Hace poco más de un mes, apenas pudo uno
caminar debido al mal tiempo. Este fin de semana, sin embargo, disfrutamos de
uno de esos días claros y limpios que la lluvia deja tras de sí. Sembrado el
cielo de nubes, por momentos el sol enciende los hermosos verdes que se
extienden por todo el paisaje en una mañana fresca que invita a empaparse de
naturaleza en soledad.
Es sábado y son las doce de la mañana. Desde
hace unos minutos la anciana que vive al otro lado de la carretera la cruzó
para sentarse en la esquina de la plaza y así aprovechar, no sólo las
intermitencias solares sino controlar desde allí a todo aquel que entra y sale
del pueblo. La soledad, cuando no es buscada, es, con frecuencia, difícil de
soportar y llega incluso a crear fantasmas que pueden trastornar la mente. Por
eso intenta entablar conversación con todos los que por allí pasan. Los
conocidos le preguntan cómo se encuentra y ella les habla de sus huesos, de sus
dolores, del frío invernal y de otras calamidades semejantes y que la mayoría
de sus vecinos, de su misma generación, sin duda comparten de alguna manera. Lo
cuenta no en busca de compasión sino
simplemente para ser tenida en cuenta, para que, en la mente de otros, su
presencia ocupe, al menos por unos instantes, un lugar.
Un señor mayor, apoyado en un bastón, y no
en un palo como la anciana, se sienta a su lado con las mismas ganas de hablar
que ella.
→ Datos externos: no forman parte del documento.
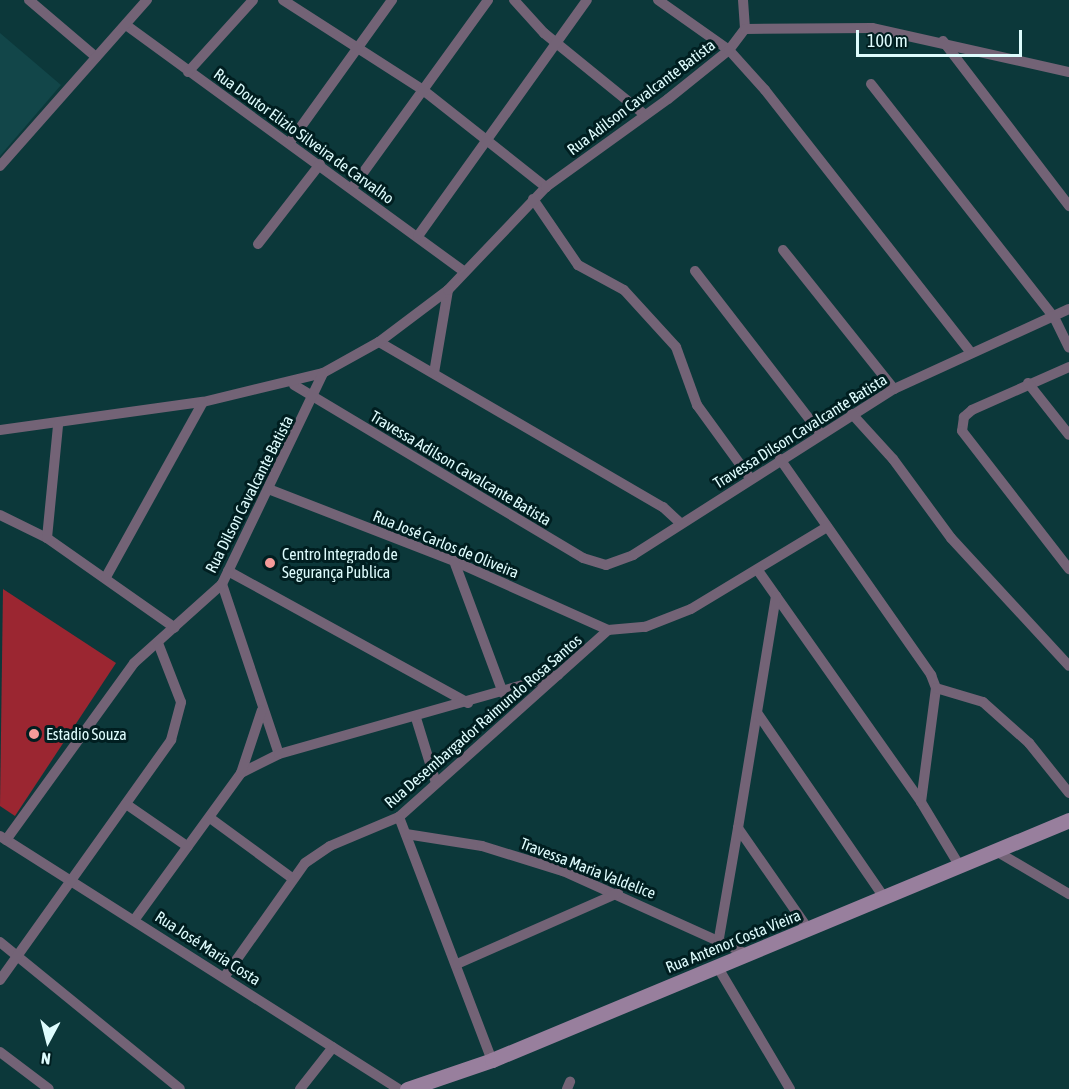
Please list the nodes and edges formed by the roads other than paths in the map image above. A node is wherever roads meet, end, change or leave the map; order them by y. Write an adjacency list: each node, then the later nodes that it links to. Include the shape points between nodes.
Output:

Por un instante la conversación se anima y se llena de movimientos
aspaventosos, de altas voces, de giros de cabeza, pero todo sin perder de vista
a los turistas que salen del único bar en el que, o bien se pueden recuperar
fuerzas después de recorrer los hermosos senderos que surcan el accidentado y
al propio tiempo relajado paisaje que nos rodea o bien se puede animar un poco el
cuerpo antes de iniciar el camino. La nieta del señor se hace con el bastón de
su abuelo y da una teatral vuelta a su alrededor lo cual hace, como pretendía,
llamar la atención del anciano, aunque sólo sea por la conservación de su instrumento
de apoyo. Finalmente el abuelo consigue recuperarlo a cambio de un par de
monedas y su nieta, más joven de lo que su cuerpo pueda indicarnos, se va
corriendo hacia la venta-bar, más antiguo que el nuevo que han abierto al otro
lado de la carretera y de la plaza y a la que su madre fue hace unos instantes,
probablemente, como la mayoría de los que hasta aquí llegan, a comprar queso de cabra.
La anciana aprovecha la presencia del hombre
y le cuenta, seguramente, aquello mil veces repetido a otros tantos visitantes
ocasionales, algunas de las cosas que forman, o han formado parte, de su vida
aquí y de la mucha experiencia acumulada. Pero el hombre comienza a
impacientarse y mira constantemente hacía la venta-bar de donde, en lugar de su
hija y su nieta, atraídos por un sol más persistente, salen tres señores que se
unen a la charla con los ancianos. Pero pronto la conversación se fragmenta y
el señor vuelve a quedarse solo con la anciana. Mientras él, intranquilo espera
a la familia, ella, que no espera a nadie, sigue desahogando su mente
compartiendo parte de las muchas historias que la soledad va acumulando. Poco
después los ve partir, mientras los cascabeles de las cabras llenan de ecos el
espacio. Luego todo vuelve a la normalidad. Todos quedan de nuevo en soledad
con sus pensamientos, incluso el sol desaparece y la anciana permanece allí
sentada como si nada hubiera ocurrido, como símbolo de permanencia y oposición
a lo efímero, al transito brusco y al cambio precipitado. Como símbolo de un
lugar que espera pacientemente los acontecimientos, en el que cada instante se
disfruta como si fuera el último. Pero el sol es generoso y vuelve a surgir por
un instante como para mantener encendida la llama de su infinita paciencia.
Pasados unos minutos de quietud la anciana, con su bata y medias azules, botas
de agua y pamela de paja, se incorpora y, apoyada en su palo, regresa a su
casa, unos treinta pasos más allá.
2013. Acuarela sobre papel, 16x17cm.